Statistical tests can help us to obtain statistical rigor in comparing and evaluating data. Here I'm running a few tests with α level = 0.05 on ridership data of raini and non-raini days, to validate the distribution and statistical significance.
In [24]:
import numpy as np
import pandas as pd
import scipy.stats as st
df = pd.read_csv('turnstile_weather_v2.csv', parse_dates=['datetime'])
ent_hr_rain = df[df["rain"] == 1]["ENTRIESn_hourly"]
ent_hr_no_rain = df[df["rain"] == 0]["ENTRIESn_hourly"]
From the histograms in section 0 we already knew that the distribution is right-skewed. To obtain statistic rigor, I'm double checking again. But because Shapiro–Wilk test may not be accurate for N > 5000, here I'm testing the normality with scipy.stats.normaltest which combines skew and kurtosis normality tests. Its p-value is a 2-tail chi squared probability for the hypothesis test. From the result p-values we can reject the null hypothesis that the data was drawn from a normal distribution for both rainy and non-rainy days.
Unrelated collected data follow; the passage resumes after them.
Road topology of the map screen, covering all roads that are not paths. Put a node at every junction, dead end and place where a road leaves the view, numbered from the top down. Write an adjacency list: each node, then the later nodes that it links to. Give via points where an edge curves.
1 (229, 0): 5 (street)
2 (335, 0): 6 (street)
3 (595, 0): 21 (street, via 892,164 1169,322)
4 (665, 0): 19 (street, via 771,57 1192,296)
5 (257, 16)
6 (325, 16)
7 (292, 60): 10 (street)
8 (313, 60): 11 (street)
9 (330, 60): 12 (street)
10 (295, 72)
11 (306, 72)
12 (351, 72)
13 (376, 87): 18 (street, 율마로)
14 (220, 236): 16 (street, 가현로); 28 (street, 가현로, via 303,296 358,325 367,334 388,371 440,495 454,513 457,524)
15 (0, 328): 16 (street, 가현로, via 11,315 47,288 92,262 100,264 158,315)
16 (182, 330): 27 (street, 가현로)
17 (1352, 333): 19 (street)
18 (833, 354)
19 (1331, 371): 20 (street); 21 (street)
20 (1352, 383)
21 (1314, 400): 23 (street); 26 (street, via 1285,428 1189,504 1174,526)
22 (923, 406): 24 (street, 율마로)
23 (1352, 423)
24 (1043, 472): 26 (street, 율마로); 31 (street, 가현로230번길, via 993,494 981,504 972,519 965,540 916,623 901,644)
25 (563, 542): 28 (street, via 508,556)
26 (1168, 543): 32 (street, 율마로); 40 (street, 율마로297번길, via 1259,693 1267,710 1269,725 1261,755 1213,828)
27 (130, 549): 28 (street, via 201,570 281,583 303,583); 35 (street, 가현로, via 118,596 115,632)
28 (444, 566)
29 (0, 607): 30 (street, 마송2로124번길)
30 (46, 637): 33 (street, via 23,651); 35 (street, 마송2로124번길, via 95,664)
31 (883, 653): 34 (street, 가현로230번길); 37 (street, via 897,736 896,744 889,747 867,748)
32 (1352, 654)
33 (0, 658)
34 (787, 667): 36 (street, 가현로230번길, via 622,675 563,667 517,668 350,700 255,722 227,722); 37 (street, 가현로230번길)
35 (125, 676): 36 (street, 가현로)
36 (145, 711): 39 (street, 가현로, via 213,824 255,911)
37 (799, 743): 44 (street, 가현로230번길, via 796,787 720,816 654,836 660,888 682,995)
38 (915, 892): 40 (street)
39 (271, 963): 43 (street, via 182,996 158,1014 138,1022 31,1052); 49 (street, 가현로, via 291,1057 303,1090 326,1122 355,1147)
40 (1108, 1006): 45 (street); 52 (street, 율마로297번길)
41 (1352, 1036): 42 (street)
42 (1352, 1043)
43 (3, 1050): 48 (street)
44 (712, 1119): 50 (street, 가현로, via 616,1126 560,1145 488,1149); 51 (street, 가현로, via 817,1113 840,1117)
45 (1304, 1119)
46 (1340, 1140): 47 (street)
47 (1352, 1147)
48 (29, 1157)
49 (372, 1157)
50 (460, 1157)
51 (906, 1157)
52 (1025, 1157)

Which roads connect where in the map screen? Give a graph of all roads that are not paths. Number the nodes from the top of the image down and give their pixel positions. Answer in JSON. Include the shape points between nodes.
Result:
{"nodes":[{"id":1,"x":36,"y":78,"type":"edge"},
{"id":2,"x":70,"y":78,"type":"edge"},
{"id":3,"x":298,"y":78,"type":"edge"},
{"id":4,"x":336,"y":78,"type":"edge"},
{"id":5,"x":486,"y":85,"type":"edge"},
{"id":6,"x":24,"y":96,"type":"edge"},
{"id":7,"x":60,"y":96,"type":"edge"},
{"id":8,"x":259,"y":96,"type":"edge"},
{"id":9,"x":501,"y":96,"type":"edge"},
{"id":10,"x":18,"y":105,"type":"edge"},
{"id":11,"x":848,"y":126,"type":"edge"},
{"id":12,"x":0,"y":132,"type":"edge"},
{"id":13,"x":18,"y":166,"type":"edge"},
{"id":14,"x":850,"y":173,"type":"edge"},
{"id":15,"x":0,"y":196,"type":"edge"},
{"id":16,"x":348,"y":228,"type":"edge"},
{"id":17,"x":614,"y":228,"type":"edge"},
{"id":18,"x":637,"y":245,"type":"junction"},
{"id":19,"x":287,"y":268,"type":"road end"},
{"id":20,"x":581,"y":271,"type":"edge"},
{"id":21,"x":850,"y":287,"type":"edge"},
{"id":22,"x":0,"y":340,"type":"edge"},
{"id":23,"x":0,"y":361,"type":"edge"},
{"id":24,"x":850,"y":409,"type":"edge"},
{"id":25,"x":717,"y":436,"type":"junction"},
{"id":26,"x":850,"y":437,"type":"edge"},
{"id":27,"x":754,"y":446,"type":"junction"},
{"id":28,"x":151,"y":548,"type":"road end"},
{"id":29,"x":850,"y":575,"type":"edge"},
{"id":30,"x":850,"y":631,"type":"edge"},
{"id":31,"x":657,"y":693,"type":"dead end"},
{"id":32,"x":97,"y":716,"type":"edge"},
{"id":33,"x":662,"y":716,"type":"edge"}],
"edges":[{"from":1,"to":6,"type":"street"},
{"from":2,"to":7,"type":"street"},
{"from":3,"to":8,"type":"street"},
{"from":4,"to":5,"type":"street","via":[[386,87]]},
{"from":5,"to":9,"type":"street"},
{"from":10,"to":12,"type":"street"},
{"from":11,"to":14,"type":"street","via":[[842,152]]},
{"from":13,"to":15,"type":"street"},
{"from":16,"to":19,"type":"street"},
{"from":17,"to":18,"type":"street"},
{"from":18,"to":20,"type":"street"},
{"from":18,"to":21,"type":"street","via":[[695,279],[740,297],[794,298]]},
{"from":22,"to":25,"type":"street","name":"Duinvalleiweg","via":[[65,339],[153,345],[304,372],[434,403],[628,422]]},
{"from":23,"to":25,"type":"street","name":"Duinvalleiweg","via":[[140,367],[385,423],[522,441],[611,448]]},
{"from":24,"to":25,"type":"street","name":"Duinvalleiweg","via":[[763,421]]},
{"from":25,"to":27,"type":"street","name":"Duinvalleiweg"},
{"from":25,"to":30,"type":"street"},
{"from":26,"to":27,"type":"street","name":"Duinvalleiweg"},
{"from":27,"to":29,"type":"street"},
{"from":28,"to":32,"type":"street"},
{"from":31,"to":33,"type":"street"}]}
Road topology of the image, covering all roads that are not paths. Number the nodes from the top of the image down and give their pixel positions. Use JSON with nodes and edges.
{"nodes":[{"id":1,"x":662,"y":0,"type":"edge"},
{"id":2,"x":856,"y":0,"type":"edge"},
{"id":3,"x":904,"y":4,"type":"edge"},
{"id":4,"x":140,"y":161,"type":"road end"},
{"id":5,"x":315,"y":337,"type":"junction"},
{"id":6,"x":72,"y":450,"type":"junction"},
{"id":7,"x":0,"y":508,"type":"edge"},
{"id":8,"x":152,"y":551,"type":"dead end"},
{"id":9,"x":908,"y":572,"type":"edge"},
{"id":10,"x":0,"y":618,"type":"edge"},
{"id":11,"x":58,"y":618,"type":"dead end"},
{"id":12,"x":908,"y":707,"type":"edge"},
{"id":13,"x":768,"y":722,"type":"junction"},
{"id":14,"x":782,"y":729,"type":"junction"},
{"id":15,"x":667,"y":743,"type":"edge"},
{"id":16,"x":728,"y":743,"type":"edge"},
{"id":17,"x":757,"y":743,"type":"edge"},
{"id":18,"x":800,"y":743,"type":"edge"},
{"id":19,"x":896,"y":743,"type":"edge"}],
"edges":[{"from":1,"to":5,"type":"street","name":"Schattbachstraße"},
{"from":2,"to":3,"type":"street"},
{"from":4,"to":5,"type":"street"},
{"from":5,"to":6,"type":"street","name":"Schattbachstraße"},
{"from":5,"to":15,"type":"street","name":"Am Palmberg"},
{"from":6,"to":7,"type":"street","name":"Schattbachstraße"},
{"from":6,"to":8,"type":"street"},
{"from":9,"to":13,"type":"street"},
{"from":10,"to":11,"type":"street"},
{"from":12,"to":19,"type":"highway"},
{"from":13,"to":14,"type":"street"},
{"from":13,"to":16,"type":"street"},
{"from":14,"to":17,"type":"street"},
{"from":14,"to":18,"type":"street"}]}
Both are non-normal.
In [25]:
# w, p = st.shapiro(df[(df['rain'] == 0) & (df['weekday'] == 1)]['ENTRIESn_hourly'])
# Got warning: p-value may not be accurate for N > 5000.
k2, p = st.normaltest(ent_hr_rain)
print 'RAIN: k2 = {0:.5f}, p-value = {1:.5f}'.format(k2, p)
k2, p = st.normaltest(ent_hr_no_rain)
print 'NO RAIN: k2 = {0:.5f}, p-value = {1:.5f}'.format(k2, p)
In section 0 we already got the stats of hourly entries (every 4 hours) for rainy and non-rainy days:
Hourly entries - rain: Count = 9,585, Total = 19,440,259, Median = 939, Mean = 2,028.20
Hourly entries - no rain: Count = 33,064, Total = 61,020,916, Median = 893, Mean = 1,845.54
Median and mean are both a bit higher for rainy days. But are they statistically higher than non-rainy days? Though when we perform Welch's t-test we usually assume the data is normal, with large enough sample size, we can still run Welch's t-test to see if 2 data sets have the same sample means (μ1 = μ2). Welch's t-test doesn't assume equal sample size nor equal variance. Below the scipy.stats.ttest_ind function returns a 2-tail p-value, which is much smaller than p-critical 0.025. We can reject the ull hypothesis that 2 independent samples have identical average (expected) values. Here t-statistic is greater than 0 and 1-tail p-value/2 is much less than p-critical 0.025. We can confirm that the mean of entries is significantly higher when it rained (μ1 > μ2). This is interesting. From the bar chart in section 0 these 2 data sets don't look too different but they are statistically different.
In [26]:
t, p = st.ttest_ind(ent_hr_rain, ent_hr_no_rain, equal_var = False)
print '2-tail RAIN vs. NO RAIN: t = {0:,.5f}, p-value = {1:.10f}'.format(t, p)
print '1-tail RAIN vs. NO RAIN: p-value/2 = {0:.10f}'.format(p/2)
One way to check how much the factor could affect the results is by calculating a R^2 = t^2 / (t^2 + Degree of Freedom). And the result shows that only about 0.06% of the differences in ridership was due to rain. Though the ridership was statistically higher for rainy days, some other factors are playing important roles too.
In [27]:
r_squared = t*t / (t*t + (9585 + 33064 - 2))
print 'R^2 = t^2 / (t^2 + Degree of Freedom) = {}'.format(r_squared)
Since the data is non-normal, we can try Mann–Whitney U test which is a nonparametric test of the null hypothesis that two populations are the same. Mann–Whitney U test doesn't assume any underlying probability distribution. Below I'm running scipy.stats.mannwhitneyu function to see if these 2 data sets are from the same population. This function returns a 1-tail p-value.
In [28]:
u, p = st.mannwhitneyu(ent_hr_rain, ent_hr_no_rain)
print '1-tail RAIN vs. NO RAIN: u = {0:,.2f}, p-value = {1:.10f}'.format(u, p)
However, I can't get p-value directly using this function. So below I'm calculating p-value maually, following the steps for normal approximation provided in http://en.wikipedia.org/wiki/Mann%E2%80%93Whitney_U_test#Normal_approximation.
In [29]:
m_u = len(ent_hr_rain) * len(ent_hr_no_rain) / 2
print "m_u = {0:,.1f}".format(m_u)
sigma_u = np.sqrt(len(ent_hr_rain) * len(ent_hr_no_rain) * (len(ent_hr_rain) + len(ent_hr_no_rain) + 1) / 12)
print "sigma_u = {0:,.5f}".format(sigma_u)
z = (u - m_u) / sigma_u
print "z = {0:,.5f}".format(z)
p = 2 * st.norm.cdf(z)
print '2-tail RAIN vs. NO RAIN: u = {0:,.2f}, 2*p-value = {1:.10f}'.format(u, p)